• [THE PROBLEM] Look through the data below and, wherever a line carries the word "Visé", please copy that line.

★ ★ ★

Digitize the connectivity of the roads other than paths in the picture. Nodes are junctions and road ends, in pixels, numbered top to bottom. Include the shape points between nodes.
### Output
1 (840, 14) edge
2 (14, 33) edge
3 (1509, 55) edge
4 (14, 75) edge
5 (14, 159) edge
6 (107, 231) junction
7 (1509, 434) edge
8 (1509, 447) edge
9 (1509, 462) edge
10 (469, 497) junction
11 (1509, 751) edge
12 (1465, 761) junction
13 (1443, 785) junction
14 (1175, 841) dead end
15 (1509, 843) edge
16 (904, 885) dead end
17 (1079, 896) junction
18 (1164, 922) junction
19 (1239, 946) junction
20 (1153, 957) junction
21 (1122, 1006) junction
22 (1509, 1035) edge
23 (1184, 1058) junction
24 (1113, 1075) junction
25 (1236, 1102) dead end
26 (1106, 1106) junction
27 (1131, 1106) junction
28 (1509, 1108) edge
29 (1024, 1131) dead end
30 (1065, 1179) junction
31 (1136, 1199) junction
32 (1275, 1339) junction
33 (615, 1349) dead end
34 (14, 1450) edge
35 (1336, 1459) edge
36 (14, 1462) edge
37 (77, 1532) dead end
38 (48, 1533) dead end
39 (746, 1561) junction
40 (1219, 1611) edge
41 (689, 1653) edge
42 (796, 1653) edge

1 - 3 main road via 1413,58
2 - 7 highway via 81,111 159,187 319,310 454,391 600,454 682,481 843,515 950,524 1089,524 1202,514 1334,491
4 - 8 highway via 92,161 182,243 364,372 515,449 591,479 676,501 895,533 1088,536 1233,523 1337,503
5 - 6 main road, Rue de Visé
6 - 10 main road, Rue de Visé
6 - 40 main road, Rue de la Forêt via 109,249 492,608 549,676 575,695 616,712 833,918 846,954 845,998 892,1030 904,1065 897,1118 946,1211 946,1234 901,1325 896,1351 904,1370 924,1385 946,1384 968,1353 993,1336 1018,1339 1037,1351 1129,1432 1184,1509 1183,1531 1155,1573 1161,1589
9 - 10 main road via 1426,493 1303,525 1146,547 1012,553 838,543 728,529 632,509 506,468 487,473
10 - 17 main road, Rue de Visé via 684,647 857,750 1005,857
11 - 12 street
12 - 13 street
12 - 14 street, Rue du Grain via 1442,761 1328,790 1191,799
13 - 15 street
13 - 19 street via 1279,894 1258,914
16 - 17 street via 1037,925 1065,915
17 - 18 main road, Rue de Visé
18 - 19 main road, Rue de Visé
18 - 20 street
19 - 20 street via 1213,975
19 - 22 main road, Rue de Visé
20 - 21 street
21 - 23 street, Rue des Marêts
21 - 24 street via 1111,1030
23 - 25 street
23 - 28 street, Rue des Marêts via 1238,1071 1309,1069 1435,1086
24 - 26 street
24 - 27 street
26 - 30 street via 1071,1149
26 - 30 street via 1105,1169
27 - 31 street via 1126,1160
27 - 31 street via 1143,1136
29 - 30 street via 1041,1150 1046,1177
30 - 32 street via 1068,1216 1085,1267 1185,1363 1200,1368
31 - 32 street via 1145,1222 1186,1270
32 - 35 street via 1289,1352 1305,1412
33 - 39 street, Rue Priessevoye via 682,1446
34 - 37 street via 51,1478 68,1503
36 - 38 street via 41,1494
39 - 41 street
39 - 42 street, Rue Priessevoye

★ ★ ★

• [RESPONSE]
5 - 6 main road, Rue de Visé
6 - 10 main road, Rue de Visé
10 - 17 main road, Rue de Visé via 684,647 857,750 1005,857
17 - 18 main road, Rue de Visé
18 - 19 main road, Rue de Visé
19 - 22 main road, Rue de Visé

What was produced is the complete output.